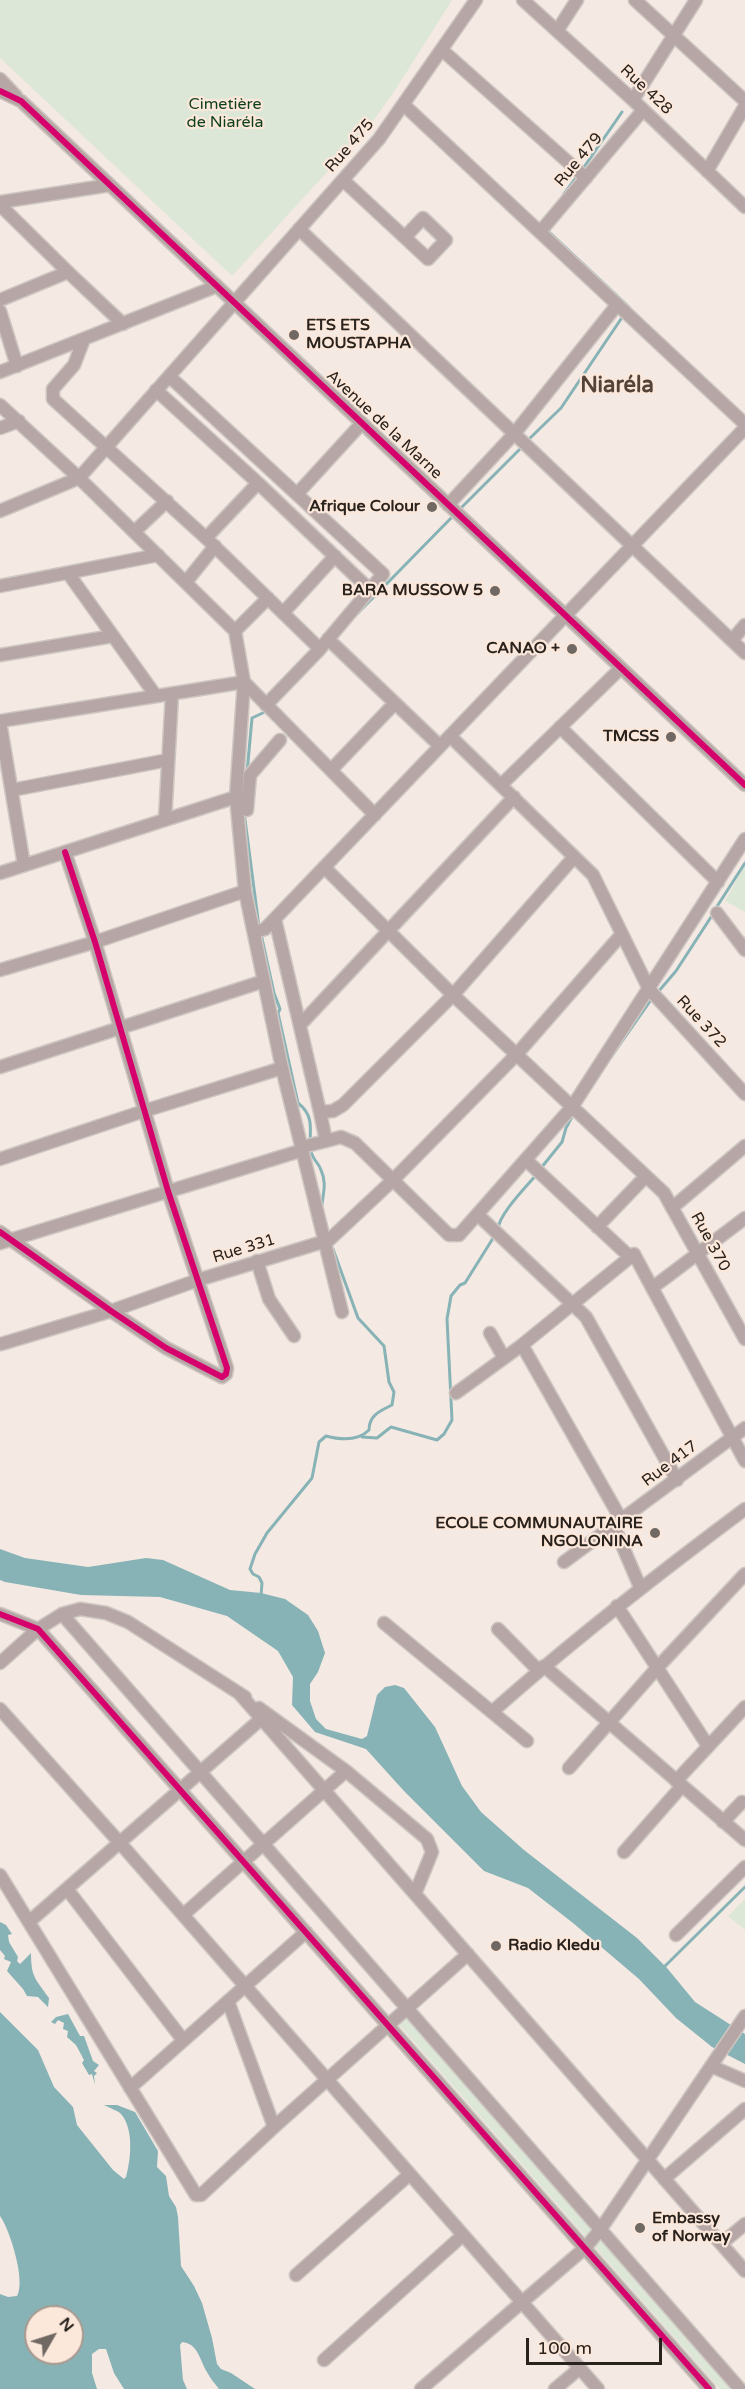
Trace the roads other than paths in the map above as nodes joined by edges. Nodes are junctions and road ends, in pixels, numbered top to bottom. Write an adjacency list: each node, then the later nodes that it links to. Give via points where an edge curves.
1 (476, 0): 8 (street, Rue 475)
2 (523, 0): 6 (street, Rue 428)
3 (577, 0): 6 (street)
4 (635, 0): 7 (street)
5 (696, 0): 7 (street)
6 (557, 31): 11 (street, Rue 428)
7 (674, 36): 11 (street); 13 (street)
8 (442, 50): 14 (street, Rue 475); 18 (street)
9 (0, 79): 12 (street)
10 (0, 91): 12 (street, Avenue de la Marne)
11 (633, 100): 16 (street, Rue 428)
12 (21, 101): 20 (street, Avenue de la Marne)
13 (745, 101)
14 (404, 105): 19 (street, Rue 475); 24 (street)
15 (745, 106): 17 (street)
16 (643, 110): 17 (street, Rue 428); 18 (street, Rue 479)
17 (707, 171): 22 (street, Rue 428)
18 (585, 178): 24 (street, Rue 479)
19 (343, 180): 23 (street, Rue 475); 25 (street)
20 (110, 185): 21 (street); 27 (street, Avenue de la Marne)
21 (0, 203): 26 (street)
22 (745, 207)
23 (299, 229): 29 (street, Rue 475); 43 (street)
24 (540, 232): 30 (street)
25 (405, 237)
26 (68, 272): 28 (street); 32 (street)
27 (217, 286): 29 (street, Avenue de la Marne); 32 (street)
28 (0, 300)
29 (234, 302): 36 (street, Rue 475); 40 (street, Avenue de la Marne)
30 (617, 305): 41 (street); 43 (street)
31 (0, 311): 34 (street)
32 (123, 324): 33 (street)
33 (84, 339): 34 (street); 44 (street, via 74,364 53,389 53,399)
34 (17, 366): 35 (street)
35 (0, 372)
36 (169, 376): 37 (street, Rue 475); 47 (street)
37 (156, 390): 44 (street, Rue 475); 46 (street)
38 (0, 405): 39 (street)
39 (19, 421): 42 (street); 45 (street)
40 (362, 423): 47 (street); 49 (street, Avenue de la Marne)
41 (745, 426): 53 (street)
42 (0, 428)
43 (514, 434): 49 (street); 53 (street)
44 (107, 446): 45 (street, Rue 475); 48 (street)
45 (79, 478): 50 (street); 51 (street)
46 (258, 483): 52 (street); 55 (street)
47 (297, 494): 59 (street, via 383,574)
48 (167, 501): 51 (street); 52 (street)
49 (448, 505): 62 (street, Avenue de la Marne)
50 (0, 511)
51 (134, 532): 54 (street)
52 (211, 542): 57 (street); 60 (street)
53 (632, 546): 62 (street); 67 (street)
54 (158, 555): 56 (street); 57 (street)
55 (335, 556): 59 (street); 61 (street)
56 (68, 573): 58 (street); 65 (street)
57 (186, 582): 64 (street)
58 (0, 585)
59 (369, 589): 66 (street)
60 (268, 598): 61 (street); 64 (street)
61 (284, 613): 68 (street)
62 (566, 616): 71 (street, Avenue de la Marne); 79 (street)
63 (745, 625): 67 (street)
64 (235, 631): 72 (street)
65 (113, 636): 70 (street); 74 (street)
66 (328, 639): 68 (street); 75 (street)
67 (732, 640): 69 (street)
68 (320, 649): 76 (street)
69 (745, 653)
70 (0, 655)
71 (621, 668): 78 (street); 87 (street, Avenue de la Marne)
72 (244, 682): 73 (street); 76 (street); 85 (street)
73 (172, 694): 74 (street); 83 (street)
74 (156, 696): 77 (street)
75 (395, 703): 82 (street); 84 (street)
76 (266, 705): 84 (street)
77 (0, 722): 80 (street)
78 (560, 727): 86 (street); 100 (street)
79 (450, 736): 82 (street); 86 (street, Rue 372)
80 (1, 738): 88 (street)
81 (280, 740): 85 (street)
82 (440, 746): 92 (street)
83 (168, 760): 88 (street); 93 (street)
84 (330, 770): 92 (street)
85 (244, 775): 89 (street); 91 (street)
86 (501, 785): 90 (street, Rue 372)
87 (745, 785)
88 (12, 790): 97 (street)
89 (236, 797): 93 (street); 101 (street)
90 (514, 798): 96 (street, Rue 372); 105 (street)
91 (247, 810)
92 (375, 815): 98 (street)
93 (165, 820): 95 (street)
94 (745, 839): 100 (street)
95 (65, 852): 97 (street); 107 (street)
96 (574, 857): 106 (street, Rue 372, via 593,875); 112 (street)
97 (24, 865): 99 (street)
98 (324, 867): 103 (street); 105 (street, Rue 370)
99 (0, 873)
100 (718, 882): 111 (street)
101 (245, 891): 104 (street); 107 (street)
102 (717, 914): 108 (street)
103 (274, 919): 104 (street); 113 (street)
104 (259, 931): 110 (street)
105 (390, 931): 112 (street, Rue 370); 113 (street)
106 (621, 935): 111 (street, Rue 372); 115 (street)
107 (95, 942): 109 (street); 114 (street)
108 (745, 950)
109 (0, 970)
110 (264, 981): 114 (street); 117 (street)
111 (652, 994): 118 (street, Rue 372); 119 (street)
112 (453, 995): 115 (street, Rue 370); 121 (street, via 343,1105)
113 (300, 1025): 121 (street)
114 (120, 1028): 116 (street); 120 (street)
115 (517, 1054): 119 (street, Rue 370); 128 (street)
116 (0, 1067)
117 (282, 1068): 120 (street); 124 (street)
118 (745, 1094)
119 (572, 1107): 126 (street); 127 (street, Rue 370)
120 (144, 1111): 125 (street); 129 (street)
121 (320, 1112): 122 (street)
122 (326, 1141): 124 (street); 128 (street, via 341,1137 355,1143)
123 (745, 1146): 130 (street)
124 (302, 1148): 129 (street); 135 (street)
125 (0, 1159)
126 (526, 1160): 131 (street); 133 (street)
127 (646, 1176): 130 (street, Rue 370, via 664,1193); 133 (street)
128 (393, 1180): 131 (street, via 449,1235 459,1235); 135 (street)
129 (168, 1191): 136 (street); 140 (street)
130 (672, 1208): 137 (street, Rue 370)
131 (478, 1215): 142 (street)
132 (745, 1218): 137 (street)
133 (597, 1227): 138 (street)
134 (0, 1232): 136 (street)
135 (331, 1239): 139 (street, Rue 331); 144 (street)
136 (6, 1241): 143 (street)
137 (698, 1253): 141 (street); 145 (street, Rue 370)
138 (630, 1257): 141 (street, via 634,1254); 142 (street)
139 (257, 1261): 140 (street, Rue 331); 147 (street, via 269,1299)
140 (198, 1280): 143 (street, Rue 331); 143 (street, via 227,1368 222,1377 166,1348)
141 (652, 1288): 154 (street)
142 (573, 1304): 150 (street); 156 (street, via 586,1317)
143 (111, 1311): 149 (street, Rue 331)
144 (342, 1312)
145 (742, 1325): 148 (street, Rue 370)
146 (490, 1333): 151 (street)
147 (294, 1336)
148 (745, 1339)
149 (1, 1344)
150 (522, 1345): 151 (street); 158 (street)
151 (504, 1358): 152 (street)
152 (456, 1393)
153 (745, 1428): 154 (street, Rue 417)
154 (732, 1438): 155 (street); 156 (street, Rue 417)
155 (745, 1461)
156 (677, 1480): 158 (street, Rue 417)
157 (745, 1509): 161 (street)
158 (618, 1524): 159 (street, Rue 417); 161 (street)
159 (564, 1562)
160 (745, 1574): 170 (street)
161 (640, 1587): 162 (street)
162 (617, 1606): 169 (street); 170 (street)
163 (0, 1614): 166 (street)
164 (62, 1614): 166 (street); 171 (street, via 80,1610 106,1613 128,1622); 180 (street)
165 (384, 1623): 174 (street)
166 (38, 1629): 168 (street); 183 (street)
167 (498, 1629): 169 (street)
168 (0, 1663)
169 (541, 1668): 174 (street); 176 (street)
170 (657, 1668): 176 (street); 178 (street)
171 (239, 1693): 175 (street); 181 (street)
172 (745, 1707): 178 (street)
173 (0, 1709): 188 (street)
174 (492, 1712): 177 (street)
175 (261, 1719): 180 (street); 184 (street)
176 (609, 1723): 179 (street); 182 (street)
177 (527, 1741)
178 (708, 1746): 182 (street)
179 (569, 1768)
180 (200, 1772): 183 (street); 189 (street)
181 (346, 1772): 184 (street); 195 (street, via 431,1845 432,1852)
182 (679, 1784): 186 (street); 190 (street)
183 (180, 1790): 188 (street); 191 (street)
184 (325, 1790): 189 (street); 195 (street)
185 (742, 1802): 186 (street)
186 (723, 1822): 187 (street)
187 (745, 1840)
188 (120, 1843): 194 (street); 196 (street)
189 (263, 1844): 191 (street); 203 (street)
190 (624, 1852)
191 (243, 1861): 196 (street); 198 (street)
192 (745, 1867): 199 (street)
193 (0, 1875): 197 (street)
194 (67, 1888): 197 (street); 206 (street)
195 (416, 1894): 200 (street)
196 (183, 1915): 201 (street)
197 (30, 1921): 210 (street)
198 (306, 1932): 201 (street); 205 (street)
199 (676, 1935)
200 (468, 1954): 203 (street); 213 (street)
201 (245, 1986): 202 (street); 208 (street)
202 (228, 2001): 206 (street); 212 (street)
203 (407, 2009): 205 (street); 217 (street)
204 (745, 2016): 207 (street)
205 (388, 2025): 208 (street); 220 (street)
206 (183, 2040): 210 (street)
207 (711, 2066): 209 (street); 213 (street)
208 (328, 2079): 212 (street); 214 (street)
209 (745, 2081)
210 (130, 2088): 212 (street, via 196,2195 201,2195)
211 (745, 2109): 215 (street)
212 (274, 2127)
213 (648, 2160): 215 (street); 217 (street)
214 (410, 2174): 218 (street); 222 (street)
215 (664, 2179): 219 (street)
216 (745, 2224): 219 (street)
217 (600, 2230): 220 (street); 230 (street)
218 (463, 2235): 223 (street); 224 (street)
219 (722, 2244): 221 (street)
220 (585, 2248): 223 (street); 229 (street)
221 (745, 2271)
222 (296, 2275)
223 (522, 2302): 225 (street); 226 (street)
224 (324, 2360)
225 (580, 2368): 227 (street); 228 (street)
226 (422, 2389)
227 (555, 2389)
228 (598, 2389)
229 (709, 2389)
230 (740, 2389)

★ ★ ★ ★

• **Exercise aim**: Show each line from the material above where the string "Marne" can be found.

• **Reply**:
10 (0, 91): 12 (street, Avenue de la Marne)
12 (21, 101): 20 (street, Avenue de la Marne)
20 (110, 185): 21 (street); 27 (street, Avenue de la Marne)
27 (217, 286): 29 (street, Avenue de la Marne); 32 (street)
29 (234, 302): 36 (street, Rue 475); 40 (street, Avenue de la Marne)
40 (362, 423): 47 (street); 49 (street, Avenue de la Marne)
49 (448, 505): 62 (street, Avenue de la Marne)
62 (566, 616): 71 (street, Avenue de la Marne); 79 (street)
71 (621, 668): 78 (street); 87 (street, Avenue de la Marne)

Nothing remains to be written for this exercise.